> _Work to be completed_
In the data below, find every line with the word "Cambrian" and copy it.

##### Supplied information #####

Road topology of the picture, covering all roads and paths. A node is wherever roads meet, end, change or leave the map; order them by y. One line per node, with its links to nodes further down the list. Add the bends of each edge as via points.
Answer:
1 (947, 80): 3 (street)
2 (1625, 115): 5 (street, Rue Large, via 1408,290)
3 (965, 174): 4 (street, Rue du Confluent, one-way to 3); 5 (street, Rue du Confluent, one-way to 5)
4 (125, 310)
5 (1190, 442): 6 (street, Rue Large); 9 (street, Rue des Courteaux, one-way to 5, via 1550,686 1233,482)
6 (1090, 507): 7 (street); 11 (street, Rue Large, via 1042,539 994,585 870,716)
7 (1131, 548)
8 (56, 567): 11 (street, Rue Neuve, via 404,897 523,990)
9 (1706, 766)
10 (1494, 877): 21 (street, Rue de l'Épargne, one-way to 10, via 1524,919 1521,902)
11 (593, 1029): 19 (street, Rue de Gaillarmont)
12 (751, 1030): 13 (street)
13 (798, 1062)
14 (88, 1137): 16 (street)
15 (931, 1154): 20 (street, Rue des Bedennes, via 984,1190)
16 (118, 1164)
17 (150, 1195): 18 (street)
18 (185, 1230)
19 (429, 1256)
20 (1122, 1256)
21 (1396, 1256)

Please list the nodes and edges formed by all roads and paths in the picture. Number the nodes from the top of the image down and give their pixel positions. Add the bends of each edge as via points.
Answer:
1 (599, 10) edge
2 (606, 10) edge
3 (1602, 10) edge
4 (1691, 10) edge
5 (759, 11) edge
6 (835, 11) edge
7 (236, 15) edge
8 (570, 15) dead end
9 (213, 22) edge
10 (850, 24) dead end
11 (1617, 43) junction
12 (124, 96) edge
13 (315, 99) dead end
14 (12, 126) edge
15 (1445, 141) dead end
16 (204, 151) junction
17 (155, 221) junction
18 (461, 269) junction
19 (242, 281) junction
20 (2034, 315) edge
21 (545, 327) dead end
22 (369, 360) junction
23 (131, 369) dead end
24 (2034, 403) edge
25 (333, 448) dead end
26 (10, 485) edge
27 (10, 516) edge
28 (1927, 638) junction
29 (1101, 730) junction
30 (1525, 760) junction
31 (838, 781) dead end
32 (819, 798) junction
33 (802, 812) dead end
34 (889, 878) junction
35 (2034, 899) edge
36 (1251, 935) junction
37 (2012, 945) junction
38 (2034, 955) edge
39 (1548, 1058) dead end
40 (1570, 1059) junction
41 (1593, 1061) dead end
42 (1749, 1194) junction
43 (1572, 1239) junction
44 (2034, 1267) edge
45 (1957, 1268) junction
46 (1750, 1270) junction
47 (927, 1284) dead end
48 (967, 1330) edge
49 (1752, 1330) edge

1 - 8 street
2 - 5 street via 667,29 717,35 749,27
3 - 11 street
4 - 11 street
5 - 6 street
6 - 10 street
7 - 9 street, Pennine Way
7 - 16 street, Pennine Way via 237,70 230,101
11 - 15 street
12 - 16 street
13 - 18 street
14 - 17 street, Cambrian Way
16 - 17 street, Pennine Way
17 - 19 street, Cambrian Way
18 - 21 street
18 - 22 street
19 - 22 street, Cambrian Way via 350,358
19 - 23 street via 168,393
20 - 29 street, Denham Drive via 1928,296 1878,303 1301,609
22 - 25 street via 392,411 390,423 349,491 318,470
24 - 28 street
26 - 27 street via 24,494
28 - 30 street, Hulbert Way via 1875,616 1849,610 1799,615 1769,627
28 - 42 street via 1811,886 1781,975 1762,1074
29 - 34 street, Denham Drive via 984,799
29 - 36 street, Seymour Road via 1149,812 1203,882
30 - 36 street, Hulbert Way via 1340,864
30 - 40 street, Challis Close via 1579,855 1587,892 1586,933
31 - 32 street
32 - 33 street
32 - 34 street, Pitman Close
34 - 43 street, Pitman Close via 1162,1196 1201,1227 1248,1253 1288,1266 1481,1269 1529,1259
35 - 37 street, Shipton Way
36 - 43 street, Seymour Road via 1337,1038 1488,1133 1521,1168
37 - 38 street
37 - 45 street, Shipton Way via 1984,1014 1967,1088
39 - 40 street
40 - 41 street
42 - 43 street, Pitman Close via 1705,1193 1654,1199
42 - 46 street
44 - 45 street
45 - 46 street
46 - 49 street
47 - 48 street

#####

> _Task response_
14 - 17 street, Cambrian Way
17 - 19 street, Cambrian Way
19 - 22 street, Cambrian Way via 350,358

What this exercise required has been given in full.